32-2-204. Bylaws. (1) Contemporaneously with or immediately following the execution of said articles of incorporation provided for in 32-2-201, the incorporators then acting in the capacity of directors shall adopt appropriate bylaws to govern and prescribe the methods and the officers by whom the business of the association shall be conducted.
(2) The bylaws shall be in conformity with the provisions of this chapter and at all times during the regular hours of business shall be open to the inspection of the members at its principal place of business.

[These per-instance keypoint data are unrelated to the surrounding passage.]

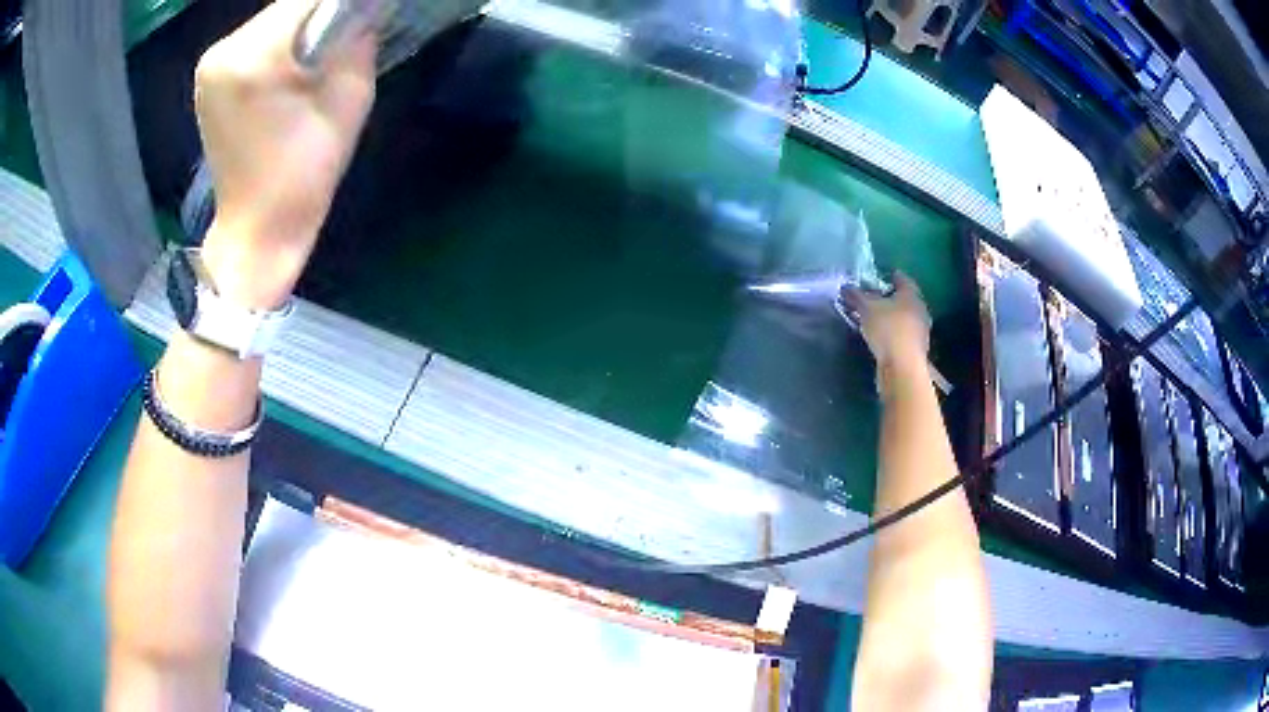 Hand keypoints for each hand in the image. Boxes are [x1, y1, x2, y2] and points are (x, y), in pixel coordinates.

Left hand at [194, 0, 376, 308]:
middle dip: (318, 15)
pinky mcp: (207, 79)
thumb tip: (360, 11)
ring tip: (310, 63)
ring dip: (298, 30)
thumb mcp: (351, 97)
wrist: (257, 227)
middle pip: (286, 7)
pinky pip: (252, 42)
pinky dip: (277, 45)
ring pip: (269, 22)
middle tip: (338, 43)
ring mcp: (209, 66)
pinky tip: (285, 75)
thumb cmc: (305, 172)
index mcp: (255, 56)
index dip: (339, 6)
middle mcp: (222, 51)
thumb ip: (357, 39)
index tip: (356, 22)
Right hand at [842, 271, 930, 375]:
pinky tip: (881, 336)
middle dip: (890, 298)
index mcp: (911, 295)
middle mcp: (920, 310)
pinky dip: (892, 332)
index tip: (881, 275)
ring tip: (875, 318)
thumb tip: (845, 287)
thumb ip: (856, 296)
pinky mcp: (915, 348)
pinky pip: (902, 334)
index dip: (891, 276)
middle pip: (904, 299)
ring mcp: (920, 331)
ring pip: (904, 317)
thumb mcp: (866, 308)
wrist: (902, 366)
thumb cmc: (888, 329)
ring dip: (892, 317)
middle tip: (874, 298)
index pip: (902, 279)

(3) The bylaws, among other things, shall especially provide for:
(a) the character and method of conducting the business of the association, with rules governing the addition of members, the sale of its shares, the amount of membership fee;
(b) the annual meeting of the shareholders;
(c) the annual election and qualification of directors and the term or period during which the directors shall serve, provided that the term or period for all directors shall not be less than 1 or more than 3 years and that the directors shall be so elected that as near as possible the term of an equal number shall expire each year;
(d) the appointment of officers;
(e) the adoption, ratification, and amendment of the bylaws, which adoption, ratification, and amendment may be made either by the stockholders or board of directors;
(f) the method of voting at such annual meeting; and
(g) the periodical investigation of the business and condition of such association.
(4) No bylaws and no change or amendment thereof shall be effective until first approved by the department, and no association shall commence the transaction of business as such until the bylaws are first approved by the department.
History: En. Sec. 5, Ch. 57, L. 1927; re-en. Sec. 6355.5, R.C.M. 1935; amd. Sec. 170, Ch. 431, L. 1975; R.C.M. 1947, 7-105.